Beginning with Bitcoin (yes, part of the historical ledger but not the end-all-be-all solution), Web3 showed the world how digital assets can be managed peer-to-peer “without going through a financial institution,” making traditional intermediaries such as banks unnecessary for payments. Ethereum extended this paradigm to any imaginable type of financial service involving digital assets, including lending, securities trading, factoring and foreign exchange. 

But where, pray tell, is the interplay between keeping banking systems alive and moving forward with new, efficient solutions?

Decentralizing fiat

The very first generation of DeFi services have already demonstrated the potential of substantial efficiency gains compared to finance. For example, in a 2022 report, Ark Invest showed how the leading DeFi services Compound, Uniswap and MetaMask outperformed established traditional financial companies that offer comparable services by several orders of magnitude in terms of revenue per employee. 
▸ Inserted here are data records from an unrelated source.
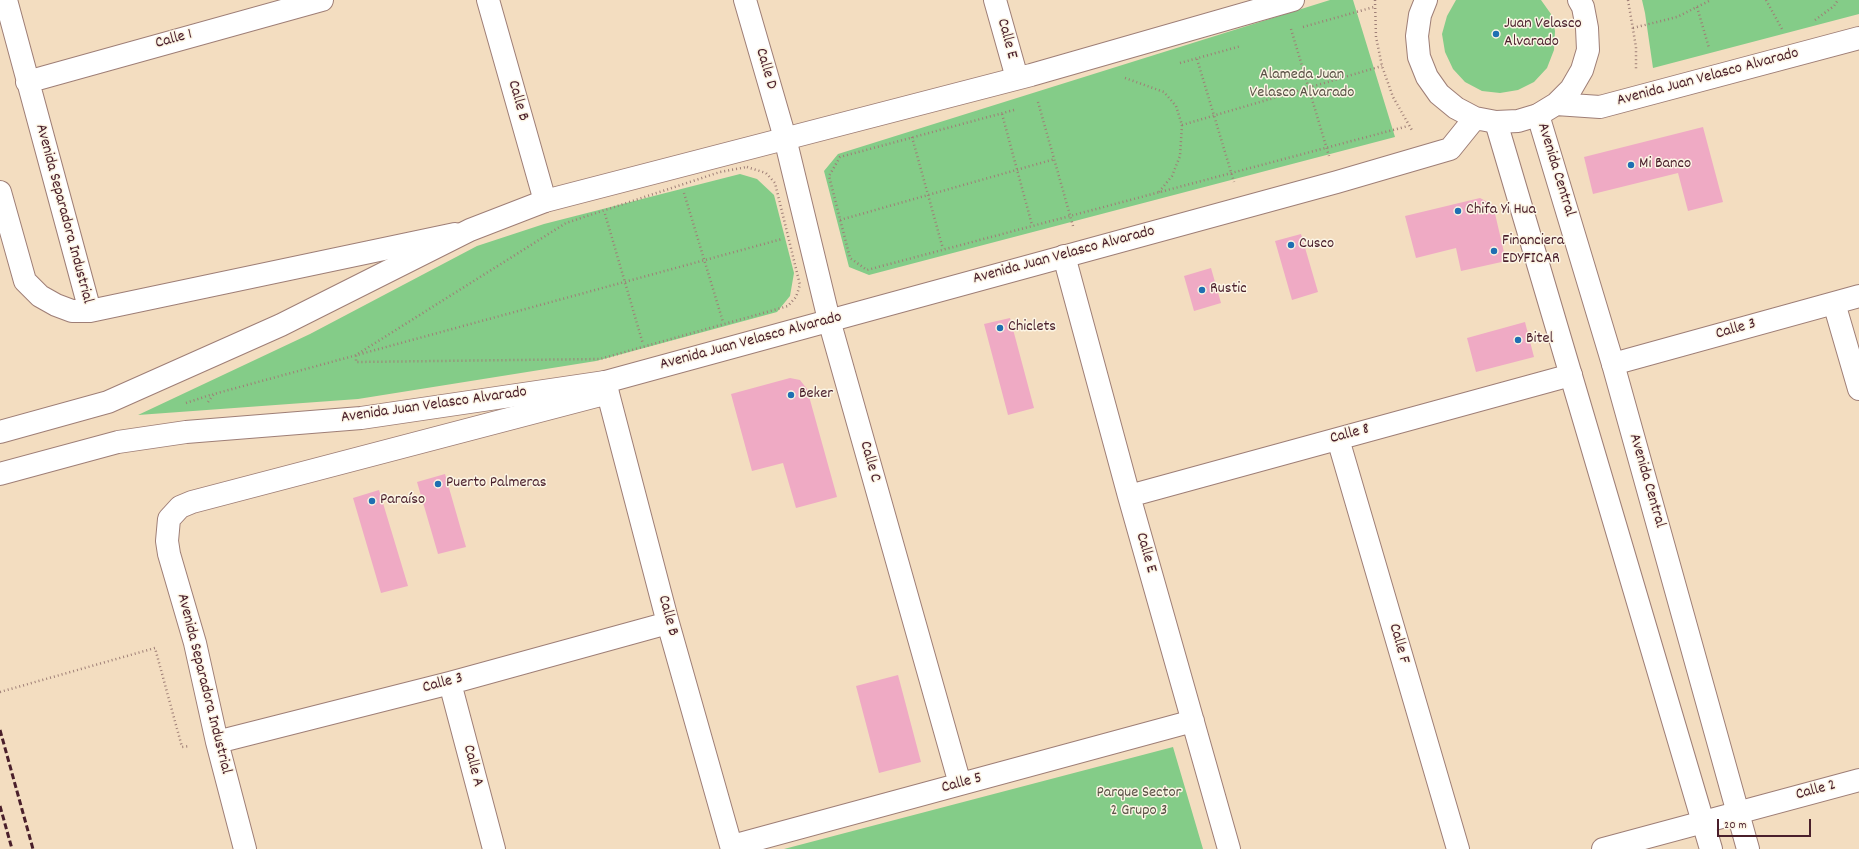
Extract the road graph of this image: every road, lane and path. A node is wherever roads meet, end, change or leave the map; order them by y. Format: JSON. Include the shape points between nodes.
{"nodes":[{"id":1,"x":6,"y":0,"type":"edge"},
{"id":2,"x":322,"y":0,"type":"edge"},
{"id":3,"x":488,"y":0,"type":"edge"},
{"id":4,"x":745,"y":0,"type":"edge"},
{"id":5,"x":995,"y":0,"type":"edge"},
{"id":6,"x":1375,"y":0,"type":"edge"},
{"id":7,"x":1426,"y":0,"type":"edge"},
{"id":8,"x":1579,"y":0,"type":"edge"},
{"id":9,"x":1628,"y":0,"type":"edge"},
{"id":10,"x":1711,"y":0,"type":"edge"},
{"id":11,"x":1766,"y":0,"type":"edge"},
{"id":12,"x":1288,"y":1,"type":"edge"},
{"id":13,"x":1697,"y":7,"type":"junction"},
{"id":14,"x":257,"y":8,"type":"edge"},
{"id":15,"x":1633,"y":28,"type":"junction"},
{"id":16,"x":1189,"y":29,"type":"junction"},
{"id":17,"x":1782,"y":29,"type":"dead end"},
{"id":18,"x":1859,"y":38,"type":"edge"},
{"id":19,"x":1709,"y":48,"type":"dead end"},
{"id":20,"x":1197,"y":59,"type":"junction"},
{"id":21,"x":1175,"y":64,"type":"dead end"},
{"id":22,"x":1382,"y":66,"type":"junction"},
{"id":23,"x":1024,"y":76,"type":"junction"},
{"id":24,"x":1131,"y":76,"type":"dead end"},
{"id":25,"x":27,"y":82,"type":"junction"},
{"id":26,"x":1308,"y":88,"type":"junction"},
{"id":27,"x":1634,"y":98,"type":"junction"},
{"id":28,"x":1046,"y":101,"type":"dead end"},
{"id":29,"x":1039,"y":103,"type":"junction"},
{"id":30,"x":1032,"y":105,"type":"dead end"},
{"id":31,"x":1017,"y":109,"type":"dead end"},
{"id":32,"x":1547,"y":109,"type":"junction"},
{"id":33,"x":1002,"y":113,"type":"junction"},
{"id":34,"x":1214,"y":116,"type":"junction"},
{"id":35,"x":1475,"y":118,"type":"junction"},
{"id":36,"x":1496,"y":122,"type":"junction"},
{"id":37,"x":1182,"y":125,"type":"junction"},
{"id":38,"x":1408,"y":126,"type":"junction"},
{"id":39,"x":912,"y":137,"type":"junction"},
{"id":40,"x":785,"y":138,"type":"junction"},
{"id":41,"x":1326,"y":147,"type":"junction"},
{"id":42,"x":1430,"y":154,"type":"junction"},
{"id":43,"x":1055,"y":159,"type":"junction"},
{"id":44,"x":1017,"y":170,"type":"junction"},
{"id":45,"x":1231,"y":173,"type":"junction"},
{"id":46,"x":679,"y":175,"type":"junction"},
{"id":47,"x":1337,"y":182,"type":"junction"},
{"id":48,"x":597,"y":187,"type":"junction"},
{"id":49,"x":0,"y":192,"type":"edge"},
{"id":50,"x":1159,"y":192,"type":"junction"},
{"id":51,"x":929,"y":195,"type":"junction"},
{"id":52,"x":545,"y":201,"type":"junction"},
{"id":53,"x":1242,"y":208,"type":"junction"},
{"id":54,"x":604,"y":211,"type":"junction"},
{"id":55,"x":1070,"y":215,"type":"junction"},
{"id":56,"x":840,"y":220,"type":"junction"},
{"id":57,"x":1032,"y":225,"type":"junction"},
{"id":58,"x":470,"y":230,"type":"junction"},
{"id":59,"x":789,"y":238,"type":"junction"},
{"id":60,"x":943,"y":249,"type":"junction"},
{"id":61,"x":1072,"y":254,"type":"junction"},
{"id":62,"x":704,"y":261,"type":"junction"},
{"id":63,"x":625,"y":282,"type":"junction"},
{"id":64,"x":1859,"y":296,"type":"edge"},
{"id":65,"x":1834,"y":303,"type":"junction"},
{"id":66,"x":90,"y":311,"type":"junction"},
{"id":67,"x":829,"y":320,"type":"junction"},
{"id":68,"x":723,"y":324,"type":"junction"},
{"id":69,"x":644,"y":346,"type":"junction"},
{"id":70,"x":730,"y":348,"type":"junction"},
{"id":71,"x":356,"y":355,"type":"junction"},
{"id":72,"x":1613,"y":364,"type":"junction"},
{"id":73,"x":651,"y":369,"type":"junction"},
{"id":74,"x":1571,"y":375,"type":"junction"},
{"id":75,"x":606,"y":388,"type":"junction"},
{"id":76,"x":1859,"y":389,"type":"edge"},
{"id":77,"x":0,"y":432,"type":"edge"},
{"id":78,"x":186,"y":432,"type":"junction"},
{"id":79,"x":1338,"y":438,"type":"junction"},
{"id":80,"x":0,"y":474,"type":"edge"},
{"id":81,"x":1129,"y":496,"type":"junction"},
{"id":82,"x":169,"y":519,"type":"joint"},
{"id":83,"x":668,"y":623,"type":"junction"},
{"id":84,"x":450,"y":683,"type":"junction"},
{"id":85,"x":0,"y":692,"type":"edge"},
{"id":86,"x":1193,"y":721,"type":"junction"},
{"id":87,"x":217,"y":742,"type":"junction"},
{"id":88,"x":194,"y":746,"type":"dead end"},
{"id":89,"x":1859,"y":780,"type":"edge"},
{"id":90,"x":960,"y":784,"type":"junction"},
{"id":91,"x":1737,"y":812,"type":"junction"},
{"id":92,"x":1703,"y":822,"type":"junction"},
{"id":93,"x":732,"y":848,"type":"edge"},
{"id":94,"x":245,"y":849,"type":"edge"},
{"id":95,"x":494,"y":849,"type":"edge"},
{"id":96,"x":1229,"y":849,"type":"edge"},
{"id":97,"x":1458,"y":849,"type":"edge"},
{"id":98,"x":1603,"y":849,"type":"edge"},
{"id":99,"x":1710,"y":849,"type":"edge"},
{"id":100,"x":1748,"y":849,"type":"edge"}],
"edges":[{"from":1,"to":25,"type":"street","name":"Avenida Separadora Industrial"},
{"from":2,"to":14,"type":"street","name":"Calle 1"},
{"from":3,"to":52,"type":"street","name":"Calle B"},
{"from":4,"to":40,"type":"street","name":"Calle D"},
{"from":5,"to":23,"type":"street","name":"Calle E"},
{"from":6,"to":22,"type":"path","via":[[1376,36]]},
{"from":7,"to":35,"type":"street","via":[[1420,14],[1417,36],[1419,57],[1427,77],[1439,94],[1456,108]]},
{"from":8,"to":32,"type":"street","via":[[1588,28],[1588,50],[1582,70],[1571,89]]},
{"from":9,"to":15,"type":"path"},
{"from":10,"to":13,"type":"path"},
{"from":11,"to":17,"type":"path"},
{"from":12,"to":16,"type":"street"},
{"from":12,"to":26,"type":"path"},
{"from":13,"to":15,"type":"path","via":[[1677,17]]},
{"from":13,"to":19,"type":"path"},
{"from":14,"to":25,"type":"street","name":"Calle 1"},
{"from":15,"to":27,"type":"path","via":[[1636,66]]},
{"from":16,"to":20,"type":"path"},
{"from":16,"to":23,"type":"street"},
{"from":18,"to":27,"type":"street","name":"Avenida Juan Velasco Alvarado"},
{"from":20,"to":21,"type":"path"},
{"from":20,"to":34,"type":"path"},
{"from":22,"to":26,"type":"path"},
{"from":22,"to":38,"type":"path","via":[[1393,97]]},
{"from":23,"to":29,"type":"path"},
{"from":23,"to":40,"type":"street"},
{"from":24,"to":37,"type":"path","via":[[1124,77],[1164,92],[1176,106]]},
{"from":25,"to":66,"type":"street","name":"Avenida Separadora Industrial"},
{"from":26,"to":34,"type":"path"},
{"from":26,"to":41,"type":"path"},
{"from":27,"to":32,"type":"street","name":"Avenida Juan Velasco Alvarado","via":[[1600,107]]},
{"from":28,"to":29,"type":"path"},
{"from":29,"to":30,"type":"path"},
{"from":29,"to":43,"type":"path"},
{"from":31,"to":33,"type":"path"},
{"from":32,"to":36,"type":"street","via":[[1518,121]]},
{"from":32,"to":72,"type":"street","name":"Avenida Central"},
{"from":33,"to":39,"type":"path"},
{"from":33,"to":44,"type":"path"},
{"from":34,"to":37,"type":"path"},
{"from":34,"to":45,"type":"path"},
{"from":35,"to":36,"type":"street"},
{"from":35,"to":42,"type":"street","name":"Avenida Juan Velasco Alvarado","via":[[1450,148]]},
{"from":36,"to":74,"type":"street"},
{"from":37,"to":50,"type":"path","via":[[1180,156],[1172,176]]},
{"from":38,"to":41,"type":"path"},
{"from":38,"to":42,"type":"path"},
{"from":39,"to":51,"type":"path"},
{"from":39,"to":56,"type":"path","via":[[840,158],[830,176]]},
{"from":40,"to":46,"type":"street"},
{"from":40,"to":67,"type":"street","name":"Calle C"},
{"from":41,"to":45,"type":"path"},
{"from":41,"to":47,"type":"path"},
{"from":42,"to":47,"type":"street","name":"Avenida Juan Velasco Alvarado"},
{"from":43,"to":44,"type":"path"},
{"from":43,"to":55,"type":"path"},
{"from":44,"to":51,"type":"path"},
{"from":44,"to":57,"type":"path"},
{"from":45,"to":50,"type":"path"},
{"from":45,"to":53,"type":"path"},
{"from":46,"to":48,"type":"street"},
{"from":46,"to":54,"type":"path"},
{"from":46,"to":59,"type":"path","via":[[747,168],[766,174],[775,182]]},
{"from":46,"to":62,"type":"path"},
{"from":47,"to":53,"type":"street","name":"Avenida Juan Velasco Alvarado"},
{"from":48,"to":52,"type":"street"},
{"from":48,"to":54,"type":"path"},
{"from":49,"to":66,"type":"street","name":"Avenida Separadora Industrial","via":[[25,281],[40,296],[56,305],[72,311]]},
{"from":50,"to":55,"type":"path"},
{"from":51,"to":56,"type":"path"},
{"from":51,"to":60,"type":"path"},
{"from":52,"to":58,"type":"street"},
{"from":53,"to":61,"type":"street","name":"Avenida Juan Velasco Alvarado"},
{"from":54,"to":63,"type":"path"},
{"from":54,"to":71,"type":"path","via":[[566,223]]},
{"from":55,"to":57,"type":"path"},
{"from":55,"to":61,"type":"path"},
{"from":56,"to":60,"type":"path","via":[[850,258],[867,270]]},
{"from":57,"to":60,"type":"path"},
{"from":58,"to":66,"type":"street"},
{"from":58,"to":77,"type":"street","via":[[281,325],[108,402]]},
{"from":59,"to":62,"type":"path"},
{"from":59,"to":68,"type":"path","via":[[800,285],[796,297],[788,306]]},
{"from":61,"to":67,"type":"street","name":"Avenida Juan Velasco Alvarado"},
{"from":61,"to":81,"type":"street","name":"Calle E"},
{"from":62,"to":63,"type":"path"},
{"from":62,"to":68,"type":"path"},
{"from":63,"to":69,"type":"path"},
{"from":63,"to":71,"type":"path"},
{"from":64,"to":65,"type":"street","name":"Calle 3"},
{"from":65,"to":72,"type":"street","name":"Calle 3"},
{"from":65,"to":76,"type":"street"},
{"from":67,"to":70,"type":"street","name":"Avenida Juan Velasco Alvarado"},
{"from":67,"to":90,"type":"street","name":"Calle C"},
{"from":68,"to":69,"type":"path"},
{"from":68,"to":70,"type":"path"},
{"from":69,"to":71,"type":"path","via":[[600,359],[356,362]]},
{"from":69,"to":73,"type":"path"},
{"from":70,"to":73,"type":"street","name":"Avenida Juan Velasco Alvarado"},
{"from":71,"to":78,"type":"path","via":[[214,394]]},
{"from":72,"to":91,"type":"street","name":"Avenida Central"},
{"from":73,"to":75,"type":"street","name":"Avenida Juan Velasco Alvarado"},
{"from":74,"to":79,"type":"street","name":"Calle 8"},
{"from":74,"to":92,"type":"street"},
{"from":75,"to":78,"type":"street","name":"Avenida Juan Velasco Alvarado","via":[[361,418]]},
{"from":75,"to":82,"type":"street","name":"Avenida Juan Velasco Alvarado","via":[[192,502],[180,507]]},
{"from":75,"to":83,"type":"street","name":"Calle B"},
{"from":78,"to":80,"type":"street","name":"Avenida Juan Velasco Alvarado","via":[[118,442]]},
{"from":79,"to":81,"type":"street","name":"Calle 8"},
{"from":79,"to":97,"type":"street","name":"Calle F"},
{"from":81,"to":86,"type":"street","name":"Calle E"},
{"from":82,"to":87,"type":"street","name":"Avenida Separadora Industrial","via":[[169,554],[195,643]]},
{"from":83,"to":84,"type":"street","name":"Calle 3"},
{"from":83,"to":93,"type":"street","name":"Calle B"},
{"from":84,"to":87,"type":"street","name":"Calle 3"},
{"from":84,"to":95,"type":"street","name":"Calle A"},
{"from":85,"to":88,"type":"path","via":[[155,648],[182,747]]},
{"from":86,"to":90,"type":"street","name":"Calle 5"},
{"from":86,"to":96,"type":"street","name":"Calle E"},
{"from":87,"to":94,"type":"street","name":"Avenida Separadora Industrial"},
{"from":89,"to":91,"type":"street","name":"Calle 2"},
{"from":90,"to":93,"type":"street","name":"Calle 5"},
{"from":91,"to":92,"type":"street","name":"Calle 2"},
{"from":91,"to":100,"type":"street","name":"Avenida Central"},
{"from":92,"to":98,"type":"street","name":"Calle 2"},
{"from":92,"to":99,"type":"street"}]}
As the Ark study shows, DeFi services unbundle the functions of traditional finance, including what banks do, into smaller composable, stand-alone decentralized applications, which could unleash massive efficiency gains and a wave of innovation in fiat-based financial services. 

The main hurdles for their adoption are regulatory. Firstly, consumer protection and anti-money laundering regulations need to be extended to DeFi, which is a relatively straightforward matter of adopting tools and methods from Wall Street. Secondly, fiat money needs to flow freely within DeFi as “stablecoins.”

But what about the money itself? 

Thankfully, a proven “stablecoin” standard already exists in a major jurisdiction — Europe. It’s called electronic money (e-money) and serves as a “technically neutral […] digital alternative to cash.” First introduced in 2000, e-money is overcollateralized and digitally-native, backed by segregated high-quality liquid assets or bank deposits. Unlike a bank deposit, however, e-money is a bearer instrument intended to serve as a means of exchange. 

Prior to the advent of Web3, dozens of European companies had already issued billions of euros, sterling, and dollars worth of e-money online or as pre-paid cards, including PayPal, Revolut and Wise. E-money is battle-tested — and then some.

The newly passed EU Market in Crypto-Asset regulation requires “stablecoins” to be issued as e-money tokens, thereby confirming e-money as a standard for fiat on-chain in a major jurisdiction. 

With fiat on-chain, DeFi will serve as “open banking on steroids” creating peer-to-peer alternatives to centralized financial institutions and services where none currently exist. For example, in the developing world, micro-, small- and medium-sized enterprises have an unmet financing need of $5.2 trillion every year, according to the World Bank: A gap that the decentralized and global architecture of DeFi is much better suited to fill than the local, centralized financial institutions. 

These solutions will be transparent where old ways were opaque, low-cost where they used to be high-fee and built around user needs rather than antiquated and unfriendly systems. 

Through the evolution of Web3, there is a tangible path toward liberating fiat money from the confines of traditional finance and setting it free in decentralized finance. Together with e-money, Web3 — with its decentralized architecture and peer-to-peer capabilities — is poised to revolutionize the financial landscape. It presents a unique opportunity to reshape the way we interact with money, transcending the limitations of traditional banking, and foster a more inclusive and efficient financial ecosystem.

However, embracing Web3 and transitioning to this brave new world is not without its challenges. Regulatory frameworks must adapt to accommodate this emerging technology, ensuring consumer protection and addressing concerns related to money laundering and financial security. Moreover, comprehensive education and awareness programs are crucial to empower individuals and businesses to navigate this new financial paradigm safely.

The path is clear, and the stakes are high. It is time to embrace this revolution, save fiat money from the clutches of traditional finance, and unleash its full potential within the decentralized realm of DeFi.

Fiat is dead, long live fiat in DeFi.